-1

TLDR: I have a problem with tidyr::pivot_wider() and suspect that it can be a bug of tidyr. I need alternative code with tidyr:: spread() of my code below to find out if it is a bug of tidyr or there is other problem. Or if you have an idea what can be wrong please provide your solution with tidyr::pivot_wider()


I cannot provide data for my code. My data contains 1694 rows, 11 variables, and missing values.

Here is my code:

temp_data_tibb <- temp_data_tibb %>% 
  pivot_wider(names_from = Month, id_cols = ID, values_from = c("var1", "var2", "var3", "var4", "var5", "var6", "var7", "var8", "var9"))

The problem is that if I subset part of my data than my code works fine. With full data it gave me errors like:

Error: Invalid type returned by `vec_proxy_compare()`.
Call `rlang::last_error()` to see a backtrace.
In addition: Warning messages:
1: Values in `var1` are not uniquely identified; output will contain list-cols.
* Use `values_fn = list(var1 = list)` to suppress this warning.
* Use `values_fn = list(var1 = length)` to identify where the duplicates arise
* Use `values_fn = list(var1 = summary_fun)` to summarise duplicates 

and last 5 lines of error repeats for every variable from values_from =. I tried to locate problematic row by gradually subseting and testing but cannot locate it because problem is not in a particular row.

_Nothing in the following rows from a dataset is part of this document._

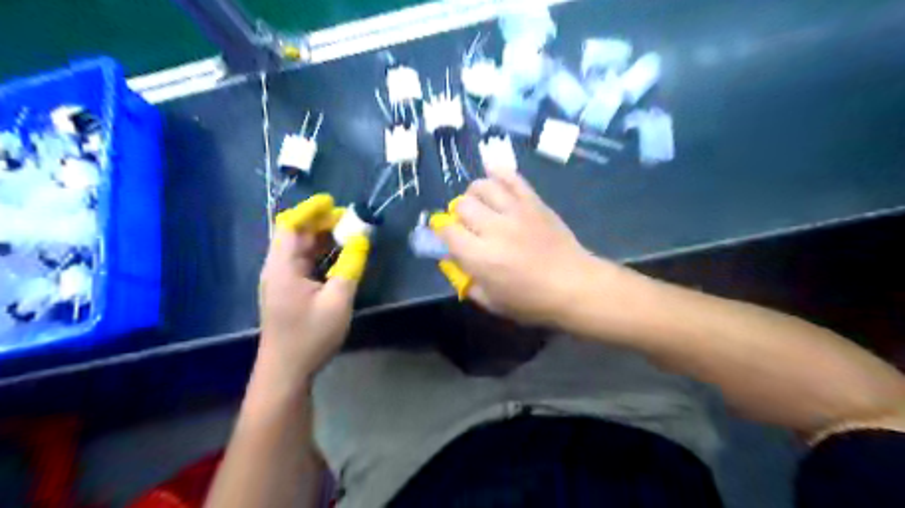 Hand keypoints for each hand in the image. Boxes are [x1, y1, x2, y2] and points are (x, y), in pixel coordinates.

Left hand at [257, 226, 357, 397]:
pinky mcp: (288, 291)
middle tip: (350, 220)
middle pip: (296, 235)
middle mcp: (277, 268)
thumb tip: (362, 239)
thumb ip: (351, 266)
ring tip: (349, 234)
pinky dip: (320, 254)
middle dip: (321, 223)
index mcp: (283, 267)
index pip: (290, 225)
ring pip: (300, 249)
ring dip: (322, 238)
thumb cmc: (311, 335)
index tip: (333, 203)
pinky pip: (303, 263)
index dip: (310, 210)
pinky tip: (339, 256)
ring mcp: (281, 280)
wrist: (286, 370)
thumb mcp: (338, 300)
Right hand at [435, 168, 618, 322]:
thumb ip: (468, 282)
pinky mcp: (534, 202)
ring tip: (480, 204)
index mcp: (481, 257)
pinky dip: (499, 172)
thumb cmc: (532, 301)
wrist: (575, 285)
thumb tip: (454, 261)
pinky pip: (512, 178)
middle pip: (462, 205)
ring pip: (482, 187)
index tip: (449, 238)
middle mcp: (494, 229)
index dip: (443, 233)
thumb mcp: (492, 303)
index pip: (448, 231)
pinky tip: (493, 175)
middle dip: (459, 215)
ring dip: (474, 194)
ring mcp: (516, 211)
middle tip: (468, 225) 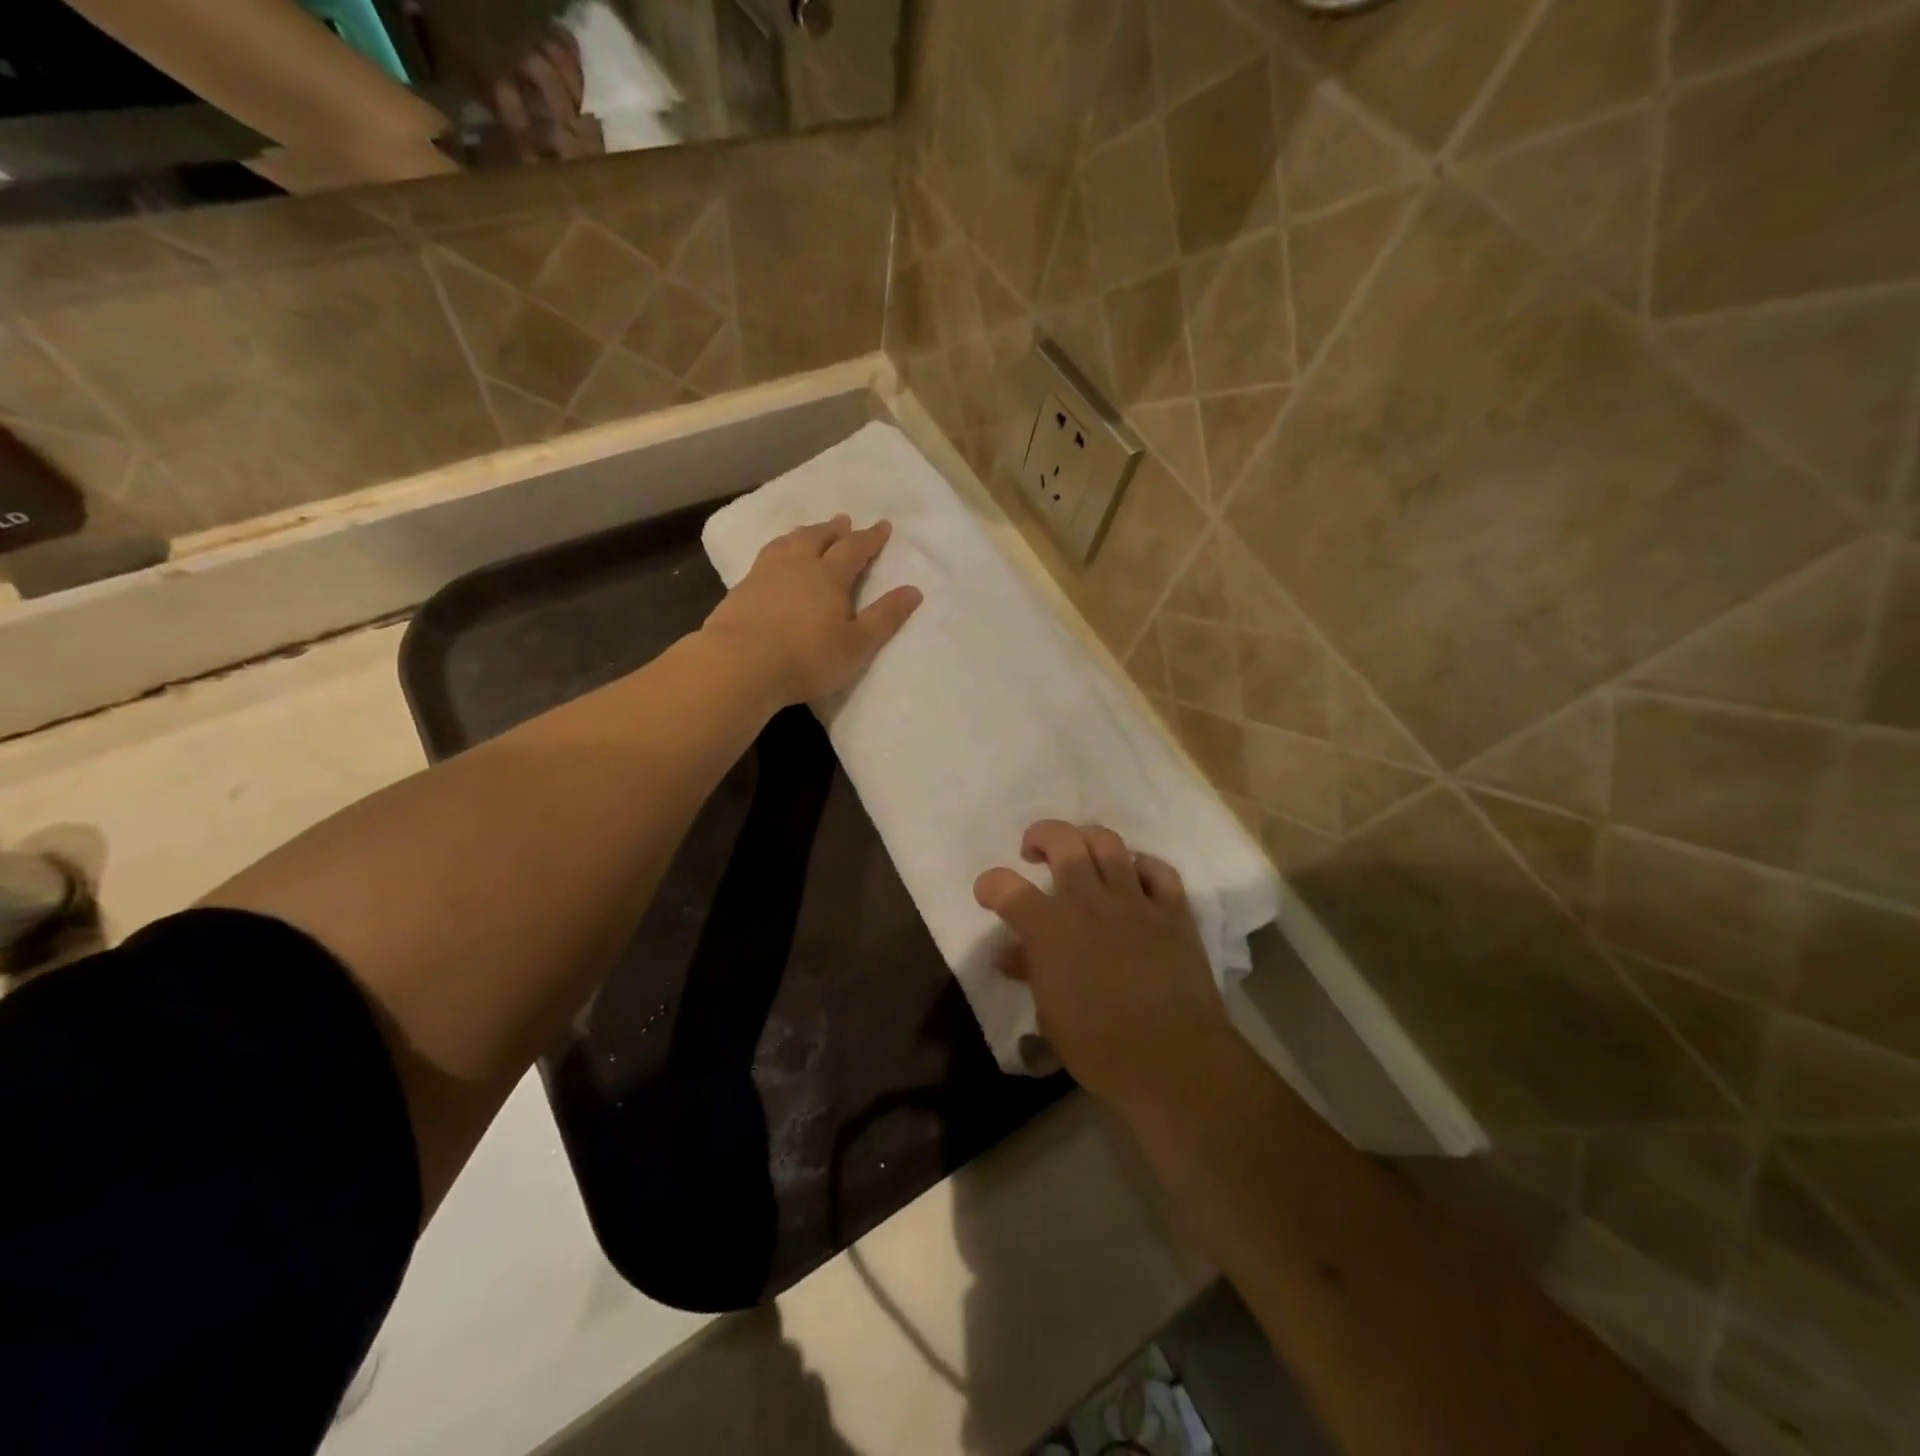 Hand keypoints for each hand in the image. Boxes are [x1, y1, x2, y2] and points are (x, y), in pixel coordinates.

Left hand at [702, 515, 922, 708]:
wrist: (740, 664)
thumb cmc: (807, 657)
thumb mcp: (857, 644)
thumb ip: (885, 617)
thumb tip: (914, 590)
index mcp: (829, 576)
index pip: (855, 549)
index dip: (870, 538)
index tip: (883, 526)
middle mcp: (798, 565)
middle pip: (819, 538)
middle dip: (835, 529)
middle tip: (844, 521)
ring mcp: (765, 573)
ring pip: (788, 543)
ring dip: (804, 533)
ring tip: (809, 531)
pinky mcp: (741, 588)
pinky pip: (766, 557)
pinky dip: (778, 550)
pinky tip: (774, 559)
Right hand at [975, 821, 1236, 1111]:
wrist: (1172, 1060)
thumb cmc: (1100, 1047)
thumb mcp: (1050, 1015)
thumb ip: (1032, 972)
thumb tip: (1012, 955)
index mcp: (1049, 929)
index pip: (1006, 887)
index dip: (990, 884)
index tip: (988, 893)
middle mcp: (1088, 902)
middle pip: (1062, 841)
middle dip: (1041, 836)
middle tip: (1035, 851)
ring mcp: (1134, 902)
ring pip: (1108, 843)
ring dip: (1087, 839)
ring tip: (1081, 851)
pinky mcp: (1172, 911)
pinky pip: (1158, 870)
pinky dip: (1142, 865)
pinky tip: (1135, 876) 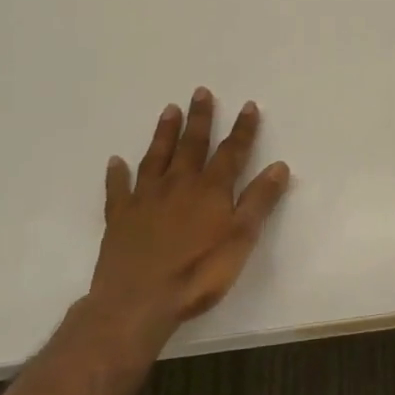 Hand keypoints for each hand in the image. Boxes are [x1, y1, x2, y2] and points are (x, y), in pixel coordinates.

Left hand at [87, 90, 290, 347]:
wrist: (138, 303)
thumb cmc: (198, 273)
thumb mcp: (241, 239)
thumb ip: (259, 201)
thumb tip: (279, 165)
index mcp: (211, 190)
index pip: (232, 152)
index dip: (242, 129)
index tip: (248, 106)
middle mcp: (179, 185)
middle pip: (192, 145)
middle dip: (200, 119)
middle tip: (200, 92)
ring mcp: (146, 200)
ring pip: (157, 158)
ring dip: (164, 134)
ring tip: (169, 110)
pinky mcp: (120, 218)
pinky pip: (118, 189)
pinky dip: (117, 174)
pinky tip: (115, 162) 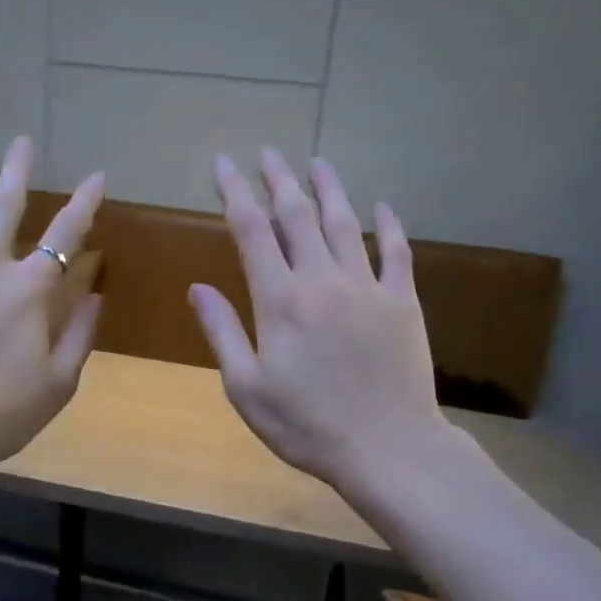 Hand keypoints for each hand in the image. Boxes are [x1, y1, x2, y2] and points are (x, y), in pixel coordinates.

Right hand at [189, 150, 448, 489]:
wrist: (387, 447)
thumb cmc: (305, 424)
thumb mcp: (246, 388)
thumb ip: (222, 332)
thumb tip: (197, 287)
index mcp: (279, 300)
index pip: (252, 230)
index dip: (235, 192)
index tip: (224, 164)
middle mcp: (322, 280)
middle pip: (298, 215)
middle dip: (278, 179)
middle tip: (267, 152)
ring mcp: (367, 287)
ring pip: (345, 223)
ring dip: (328, 189)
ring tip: (316, 162)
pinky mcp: (402, 302)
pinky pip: (396, 252)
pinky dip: (388, 225)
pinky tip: (382, 206) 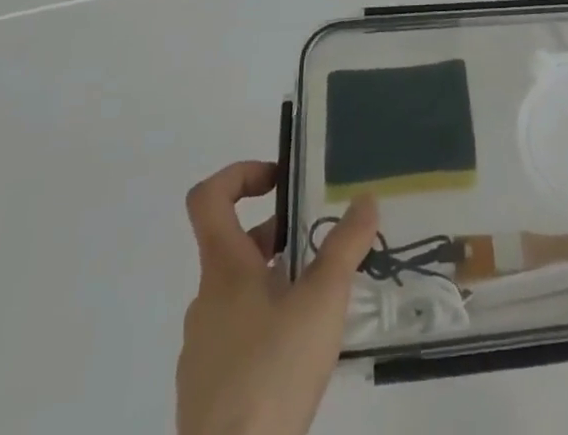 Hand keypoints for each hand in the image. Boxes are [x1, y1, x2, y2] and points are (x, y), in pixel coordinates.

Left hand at [176, 161, 378, 434]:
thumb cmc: (273, 370)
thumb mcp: (322, 299)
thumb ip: (345, 245)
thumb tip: (366, 198)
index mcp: (224, 268)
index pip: (208, 197)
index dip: (239, 174)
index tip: (279, 181)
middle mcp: (205, 300)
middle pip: (234, 247)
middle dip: (276, 238)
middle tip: (319, 248)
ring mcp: (201, 349)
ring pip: (237, 296)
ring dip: (274, 286)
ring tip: (318, 304)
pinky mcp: (206, 392)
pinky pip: (235, 340)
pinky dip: (264, 331)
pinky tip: (297, 356) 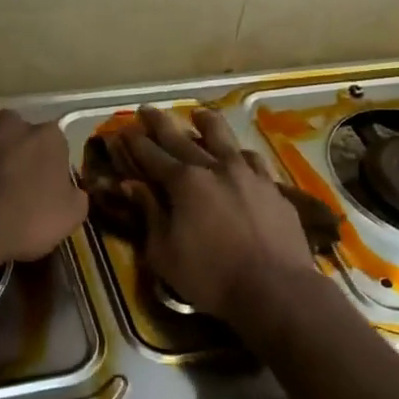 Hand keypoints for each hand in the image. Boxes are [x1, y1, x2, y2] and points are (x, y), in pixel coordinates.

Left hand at [0, 100, 88, 274]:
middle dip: (20, 149)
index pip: (57, 143)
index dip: (51, 165)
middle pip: (22, 131)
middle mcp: (12, 122)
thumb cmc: (22, 223)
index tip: (45, 186)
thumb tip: (71, 189)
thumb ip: (76, 196)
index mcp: (48, 137)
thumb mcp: (69, 219)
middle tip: (15, 179)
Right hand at [112, 105, 320, 318]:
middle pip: (183, 139)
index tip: (122, 130)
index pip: (152, 156)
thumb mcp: (164, 252)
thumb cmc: (211, 276)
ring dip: (207, 125)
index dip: (134, 143)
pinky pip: (253, 161)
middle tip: (147, 110)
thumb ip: (149, 215)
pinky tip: (240, 155)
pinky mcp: (273, 188)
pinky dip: (239, 154)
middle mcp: (216, 168)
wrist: (275, 288)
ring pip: (225, 139)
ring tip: (199, 115)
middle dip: (161, 124)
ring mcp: (248, 175)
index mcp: (185, 183)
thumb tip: (132, 186) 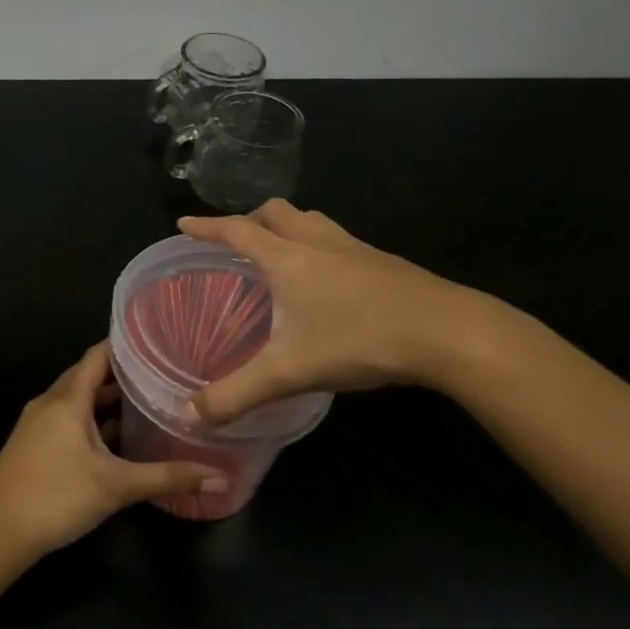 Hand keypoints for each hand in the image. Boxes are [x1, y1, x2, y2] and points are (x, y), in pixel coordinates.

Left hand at [0, 342, 225, 559]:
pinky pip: (68, 419)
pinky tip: (116, 439)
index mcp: (67, 398)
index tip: (158, 341)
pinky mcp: (33, 444)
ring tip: (146, 402)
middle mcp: (50, 402)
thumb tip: (219, 478)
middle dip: (122, 374)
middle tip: (161, 372)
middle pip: (88, 376)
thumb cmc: (56, 497)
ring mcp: (38, 424)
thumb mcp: (116, 487)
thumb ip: (167, 478)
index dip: (125, 345)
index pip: (98, 355)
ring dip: (107, 400)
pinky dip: (92, 421)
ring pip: (77, 400)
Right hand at [178, 200, 490, 422]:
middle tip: (236, 242)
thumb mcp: (288, 372)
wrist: (446, 331)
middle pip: (276, 212)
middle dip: (250, 220)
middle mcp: (317, 242)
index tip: (183, 223)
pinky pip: (338, 239)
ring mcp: (354, 248)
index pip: (236, 231)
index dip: (206, 226)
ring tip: (279, 252)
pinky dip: (318, 245)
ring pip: (311, 220)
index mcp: (287, 258)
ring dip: (287, 226)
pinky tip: (327, 279)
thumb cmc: (358, 340)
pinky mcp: (383, 262)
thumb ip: (235, 394)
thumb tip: (186, 416) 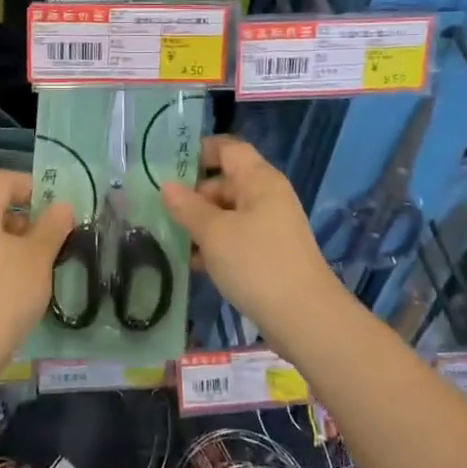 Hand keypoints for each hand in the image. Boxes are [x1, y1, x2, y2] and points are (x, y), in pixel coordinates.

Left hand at [0, 170, 74, 393]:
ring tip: (39, 266)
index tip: (57, 204)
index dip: (32, 185)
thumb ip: (52, 227)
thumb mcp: (37, 258)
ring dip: (11, 245)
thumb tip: (62, 206)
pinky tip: (15, 289)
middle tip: (53, 238)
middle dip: (25, 219)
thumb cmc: (1, 294)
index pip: (3, 180)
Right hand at [160, 135, 346, 352]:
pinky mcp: (269, 253)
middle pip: (225, 181)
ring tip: (169, 239)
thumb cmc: (257, 264)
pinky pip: (236, 237)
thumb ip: (188, 208)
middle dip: (193, 195)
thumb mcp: (215, 233)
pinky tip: (193, 263)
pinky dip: (215, 244)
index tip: (168, 166)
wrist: (305, 319)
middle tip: (160, 211)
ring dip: (201, 223)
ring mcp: (270, 226)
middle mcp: (267, 196)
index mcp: (259, 180)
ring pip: (228, 212)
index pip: (228, 148)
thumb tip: (167, 186)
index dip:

Please provide alternative solution with tidyr:: spread() or provide other solution if you have one.

vasili111
  • 6,032
  • 10
  • 50
  • 80
  • Possible duplicate of [Issue with pivot\_longer and pivot\_wider](https://stackoverflow.com/questions/58331771/issue-with-pivot-longer-and-pivot-wider) or [tidyrpivot-wider-replace-values-with-data-type](https://stackoverflow.com/questions/58106809/tidyrpivot-wider-replace-values-with-data-type) – phiver Oct 26 '19 at 07:16
  • @phiver See my answer. It is not duplicate. – vasili111 Oct 26 '19 at 16:59
  • Actually it is. The dubs are because of non unique row identifiers when spreading the data, just like your answer shows. Most solutions add a row number or something like that to fix it. – phiver Oct 26 '19 at 17:17
  • Even if you can't provide this exact data, there are plenty of ways you can still make a reproducible example—make a small subset of data that you *can* post, make dummy data that replicates the issue, find a commonly-available dataset that is similar enough. Right now we can't see what you're working with and what's going on. If you think it's a bug with `tidyr`, the package authors would need to see a working example to debug as well. – camille Oct 28 '19 at 00:23
  • @camille It is solved, please see my answer (cannot accept because of timer). In that case, I cannot post subset of data. Generation of data that can reproduce that issue I think is very hard to guess if you do not know that the problem actually was "several rows with same `ID` and `Month`". If you do not know cause you cannot make similar fake data. – vasili111 Oct 28 '19 at 00:50
  • So how could we have possibly helped debug the code, and how would this help other users? – camille Oct 28 '19 at 01:07
  • @camille I agree with you that it is very hard to help without reproducible example. If you look at my other questions you will see that I nearly always provide reproducible example. But as I already told it is very hard to guess how to create reproducible example without knowing what causes problem in this case. Even so it is hard but possible to help even in this case. Here people where able to help: https://www.reddit.com/r/Rlanguage/comments/dna39g/alternative_code_with_tidyr_spread_of_my_code/f5ajtjs/?context=10000 – vasili111 Oct 28 '19 at 01:13
  • and https://www.reddit.com/r/rstats/comments/dna34c/alternative_code_with_tidyr_spread_of_my_code/f5ajt15/?context=10000 . Other people can google error message and find my question and benefit from it. – vasili111 Oct 28 '19 at 01:14

1 Answers1

0

There where several rows with same ID and Month.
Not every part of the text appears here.